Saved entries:
______________________________

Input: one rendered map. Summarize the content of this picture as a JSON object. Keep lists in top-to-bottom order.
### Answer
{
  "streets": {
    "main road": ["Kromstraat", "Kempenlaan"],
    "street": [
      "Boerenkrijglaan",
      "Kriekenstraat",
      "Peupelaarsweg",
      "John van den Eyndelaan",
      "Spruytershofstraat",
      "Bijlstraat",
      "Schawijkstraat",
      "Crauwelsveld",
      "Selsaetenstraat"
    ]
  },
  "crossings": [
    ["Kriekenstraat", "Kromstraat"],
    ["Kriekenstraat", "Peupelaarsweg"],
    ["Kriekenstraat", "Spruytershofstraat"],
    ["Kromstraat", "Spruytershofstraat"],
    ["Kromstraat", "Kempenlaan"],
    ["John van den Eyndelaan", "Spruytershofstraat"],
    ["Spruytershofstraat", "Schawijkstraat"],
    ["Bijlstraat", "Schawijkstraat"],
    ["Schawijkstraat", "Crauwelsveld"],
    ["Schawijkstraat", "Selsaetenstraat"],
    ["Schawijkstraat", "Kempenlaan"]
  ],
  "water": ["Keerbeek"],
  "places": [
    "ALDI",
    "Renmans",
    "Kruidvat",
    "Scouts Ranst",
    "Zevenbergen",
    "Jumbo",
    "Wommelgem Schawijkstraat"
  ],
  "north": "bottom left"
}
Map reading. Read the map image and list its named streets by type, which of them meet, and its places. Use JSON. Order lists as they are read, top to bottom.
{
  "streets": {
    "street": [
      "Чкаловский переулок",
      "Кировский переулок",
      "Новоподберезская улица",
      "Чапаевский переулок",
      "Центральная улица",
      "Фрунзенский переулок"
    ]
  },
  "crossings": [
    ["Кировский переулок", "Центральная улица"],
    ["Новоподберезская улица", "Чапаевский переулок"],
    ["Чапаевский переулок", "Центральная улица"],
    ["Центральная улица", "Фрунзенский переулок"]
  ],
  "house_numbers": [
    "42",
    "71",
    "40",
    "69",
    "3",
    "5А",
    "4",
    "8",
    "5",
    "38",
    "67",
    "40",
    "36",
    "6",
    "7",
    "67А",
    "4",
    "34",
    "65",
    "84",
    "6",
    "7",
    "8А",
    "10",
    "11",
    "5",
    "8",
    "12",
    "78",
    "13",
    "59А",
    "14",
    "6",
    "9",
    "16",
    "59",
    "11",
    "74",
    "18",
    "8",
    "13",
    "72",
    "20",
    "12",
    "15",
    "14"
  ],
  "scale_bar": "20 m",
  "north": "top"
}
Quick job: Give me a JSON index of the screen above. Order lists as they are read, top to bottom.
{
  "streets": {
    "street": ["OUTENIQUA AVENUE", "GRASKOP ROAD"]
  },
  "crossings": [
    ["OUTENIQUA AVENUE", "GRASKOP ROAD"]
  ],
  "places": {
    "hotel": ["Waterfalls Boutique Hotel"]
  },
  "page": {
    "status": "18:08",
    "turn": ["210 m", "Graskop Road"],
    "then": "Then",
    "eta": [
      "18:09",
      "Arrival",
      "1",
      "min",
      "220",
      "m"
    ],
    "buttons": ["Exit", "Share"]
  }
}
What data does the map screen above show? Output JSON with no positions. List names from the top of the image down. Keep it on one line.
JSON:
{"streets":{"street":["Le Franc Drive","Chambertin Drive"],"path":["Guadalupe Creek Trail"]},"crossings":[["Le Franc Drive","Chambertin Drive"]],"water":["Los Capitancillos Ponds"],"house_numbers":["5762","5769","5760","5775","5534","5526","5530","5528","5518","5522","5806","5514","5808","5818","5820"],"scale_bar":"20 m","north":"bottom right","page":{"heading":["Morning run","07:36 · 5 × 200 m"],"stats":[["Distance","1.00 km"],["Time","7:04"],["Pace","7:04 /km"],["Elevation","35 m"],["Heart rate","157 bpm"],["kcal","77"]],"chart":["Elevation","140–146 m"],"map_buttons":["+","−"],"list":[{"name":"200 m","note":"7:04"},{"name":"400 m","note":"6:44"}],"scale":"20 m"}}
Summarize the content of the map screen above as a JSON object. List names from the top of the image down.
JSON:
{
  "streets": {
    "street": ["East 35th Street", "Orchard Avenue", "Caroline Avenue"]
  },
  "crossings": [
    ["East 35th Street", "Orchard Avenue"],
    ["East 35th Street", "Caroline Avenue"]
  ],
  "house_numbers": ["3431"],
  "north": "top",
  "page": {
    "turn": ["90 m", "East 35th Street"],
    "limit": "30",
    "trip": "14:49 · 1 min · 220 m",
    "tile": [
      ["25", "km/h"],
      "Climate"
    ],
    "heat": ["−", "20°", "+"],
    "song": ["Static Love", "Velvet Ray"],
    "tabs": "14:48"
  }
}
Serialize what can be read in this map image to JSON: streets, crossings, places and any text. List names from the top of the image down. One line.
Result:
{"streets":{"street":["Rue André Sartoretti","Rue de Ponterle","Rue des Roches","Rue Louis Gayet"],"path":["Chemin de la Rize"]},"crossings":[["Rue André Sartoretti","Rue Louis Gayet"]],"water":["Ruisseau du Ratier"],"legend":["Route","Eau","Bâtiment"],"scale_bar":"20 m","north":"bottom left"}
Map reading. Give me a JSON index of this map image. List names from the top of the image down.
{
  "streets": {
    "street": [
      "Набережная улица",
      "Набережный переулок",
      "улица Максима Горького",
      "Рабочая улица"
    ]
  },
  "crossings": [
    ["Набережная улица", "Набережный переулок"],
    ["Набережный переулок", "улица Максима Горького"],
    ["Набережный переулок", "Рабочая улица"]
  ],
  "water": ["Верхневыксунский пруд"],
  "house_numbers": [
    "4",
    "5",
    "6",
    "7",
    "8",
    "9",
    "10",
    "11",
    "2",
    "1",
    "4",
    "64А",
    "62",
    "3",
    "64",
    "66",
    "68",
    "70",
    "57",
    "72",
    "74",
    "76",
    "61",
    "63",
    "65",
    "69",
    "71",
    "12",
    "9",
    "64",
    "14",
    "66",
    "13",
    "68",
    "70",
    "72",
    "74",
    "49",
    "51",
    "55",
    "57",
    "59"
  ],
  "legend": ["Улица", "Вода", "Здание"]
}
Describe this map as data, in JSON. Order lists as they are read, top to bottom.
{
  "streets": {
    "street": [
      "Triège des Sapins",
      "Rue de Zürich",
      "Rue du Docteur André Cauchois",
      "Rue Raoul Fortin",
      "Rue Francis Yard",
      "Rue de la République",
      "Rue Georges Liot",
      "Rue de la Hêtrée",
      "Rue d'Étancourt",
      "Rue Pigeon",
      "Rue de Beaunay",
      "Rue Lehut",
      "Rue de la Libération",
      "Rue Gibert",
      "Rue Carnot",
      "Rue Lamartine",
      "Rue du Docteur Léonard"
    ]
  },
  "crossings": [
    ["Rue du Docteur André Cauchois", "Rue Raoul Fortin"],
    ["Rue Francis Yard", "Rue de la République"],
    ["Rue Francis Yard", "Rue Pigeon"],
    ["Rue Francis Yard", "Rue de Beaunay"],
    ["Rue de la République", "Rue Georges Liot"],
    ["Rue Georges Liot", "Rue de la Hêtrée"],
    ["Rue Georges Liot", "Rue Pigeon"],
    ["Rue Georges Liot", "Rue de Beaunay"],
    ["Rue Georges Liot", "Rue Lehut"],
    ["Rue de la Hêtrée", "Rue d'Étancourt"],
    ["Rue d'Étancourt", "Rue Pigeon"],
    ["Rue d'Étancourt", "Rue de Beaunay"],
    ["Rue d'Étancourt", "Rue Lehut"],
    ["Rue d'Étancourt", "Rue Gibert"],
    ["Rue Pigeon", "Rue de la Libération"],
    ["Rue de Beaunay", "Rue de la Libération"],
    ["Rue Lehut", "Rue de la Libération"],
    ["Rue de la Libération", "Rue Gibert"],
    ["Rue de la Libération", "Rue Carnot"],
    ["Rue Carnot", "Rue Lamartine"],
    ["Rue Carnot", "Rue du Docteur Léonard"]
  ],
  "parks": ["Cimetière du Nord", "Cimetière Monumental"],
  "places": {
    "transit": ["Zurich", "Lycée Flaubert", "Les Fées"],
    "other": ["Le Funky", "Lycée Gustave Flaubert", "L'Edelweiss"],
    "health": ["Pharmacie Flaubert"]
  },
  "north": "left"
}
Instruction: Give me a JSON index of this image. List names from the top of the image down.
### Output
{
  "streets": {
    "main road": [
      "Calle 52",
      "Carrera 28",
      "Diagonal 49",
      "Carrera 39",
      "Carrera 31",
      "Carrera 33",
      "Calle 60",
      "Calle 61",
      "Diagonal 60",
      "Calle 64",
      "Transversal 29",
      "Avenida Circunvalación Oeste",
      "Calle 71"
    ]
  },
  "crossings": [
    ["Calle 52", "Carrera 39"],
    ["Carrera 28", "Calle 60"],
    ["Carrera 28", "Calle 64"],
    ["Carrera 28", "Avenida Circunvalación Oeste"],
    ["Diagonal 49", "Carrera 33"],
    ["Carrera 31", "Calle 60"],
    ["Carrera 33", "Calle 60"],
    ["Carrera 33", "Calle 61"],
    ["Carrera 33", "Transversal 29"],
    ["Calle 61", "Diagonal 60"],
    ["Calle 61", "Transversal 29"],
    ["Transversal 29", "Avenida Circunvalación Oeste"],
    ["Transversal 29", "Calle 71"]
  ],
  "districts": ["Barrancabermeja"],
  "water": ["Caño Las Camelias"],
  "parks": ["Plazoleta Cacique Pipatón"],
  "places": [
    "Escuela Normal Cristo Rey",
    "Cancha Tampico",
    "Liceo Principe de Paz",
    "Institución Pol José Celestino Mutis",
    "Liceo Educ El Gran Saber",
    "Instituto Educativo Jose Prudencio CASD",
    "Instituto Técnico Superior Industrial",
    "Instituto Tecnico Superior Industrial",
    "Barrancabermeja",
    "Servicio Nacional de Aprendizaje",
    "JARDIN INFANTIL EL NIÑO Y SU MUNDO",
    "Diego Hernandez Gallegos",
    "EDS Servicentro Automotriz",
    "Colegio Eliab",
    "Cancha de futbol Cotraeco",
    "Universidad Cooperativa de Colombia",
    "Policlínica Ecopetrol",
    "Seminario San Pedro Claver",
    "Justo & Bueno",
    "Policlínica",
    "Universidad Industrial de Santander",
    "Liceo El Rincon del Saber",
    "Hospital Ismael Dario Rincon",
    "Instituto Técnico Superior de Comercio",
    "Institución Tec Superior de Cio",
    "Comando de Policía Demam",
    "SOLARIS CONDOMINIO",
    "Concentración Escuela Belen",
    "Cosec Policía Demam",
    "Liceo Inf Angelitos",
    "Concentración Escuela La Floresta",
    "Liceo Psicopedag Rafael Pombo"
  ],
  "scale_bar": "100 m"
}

______________________________

> **EXERCISE PROMPT**
What do the lines above say from the one containing "Map reading. Read" down to the one containing "What data does"? Return them exactly, both end lines included, and only them.

> **TASK SOLUTION**
Map reading. Read the map image and list its named streets by type, which of them meet, and its places. Use JSON. Order lists as they are read, top to bottom.
{
  "streets": {
    "street": [
      "Чкаловский переулок",
      "Кировский переулок",
      "Новоподберезская улица",
      "Чапаевский переулок",
      "Центральная улица",
      "Фрунзенский переулок"
    ]
  },
  "crossings": [
    ["Кировский переулок", "Центральная улица"],
    ["Новоподберезская улица", "Чапаевский переулок"],
    ["Чапаевский переулок", "Центральная улица"],
    ["Центральная улица", "Фрунзенский переулок"]
  ],
  "house_numbers": [
    "42",
    "71",
    "40",
    "69",
    "3",
    "5А",
    "4",
    "8",
    "5",
    "38",
    "67",
    "40",
    "36",
    "6",
    "7",
    "67А",
    "4",
    "34",
    "65",
    "84",
    "6",
    "7",
    "8А",
    "10",
    "11",
    "5",
    "8",
    "12",
    "78",
    "13",
    "59А",
    "14",
    "6",
    "9",
    "16",
    "59",
    "11",
    "74",
    "18",
    "8",
    "13",
    "72",
    "20",
    "12",
    "15",
    "14"
  ],
  "scale_bar": "20 m",
  "north": "top"
}
Quick job: Give me a JSON index of the screen above. Order lists as they are read, top to bottom.
{
  "streets": {
    "street": ["OUTENIQUA AVENUE", "GRASKOP ROAD"]
  },
  "crossings": [
    ["OUTENIQUA AVENUE", "GRASKOP ROAD"]
  ],
  "places": {
    "hotel": ["Waterfalls Boutique Hotel"]
  },
  "page": {
    "status": "18:08",
    "turn": ["210 m", "Graskop Road"],
    "then": "Then",
    "eta": [
      "18:09",
      "Arrival",
      "1",
      "min",
      "220",
      "m"
    ],
    "buttons": ["Exit", "Share"]
  }
}
What data does the map screen above show? Output JSON with no positions. List names from the top of the image down. Keep it on one line.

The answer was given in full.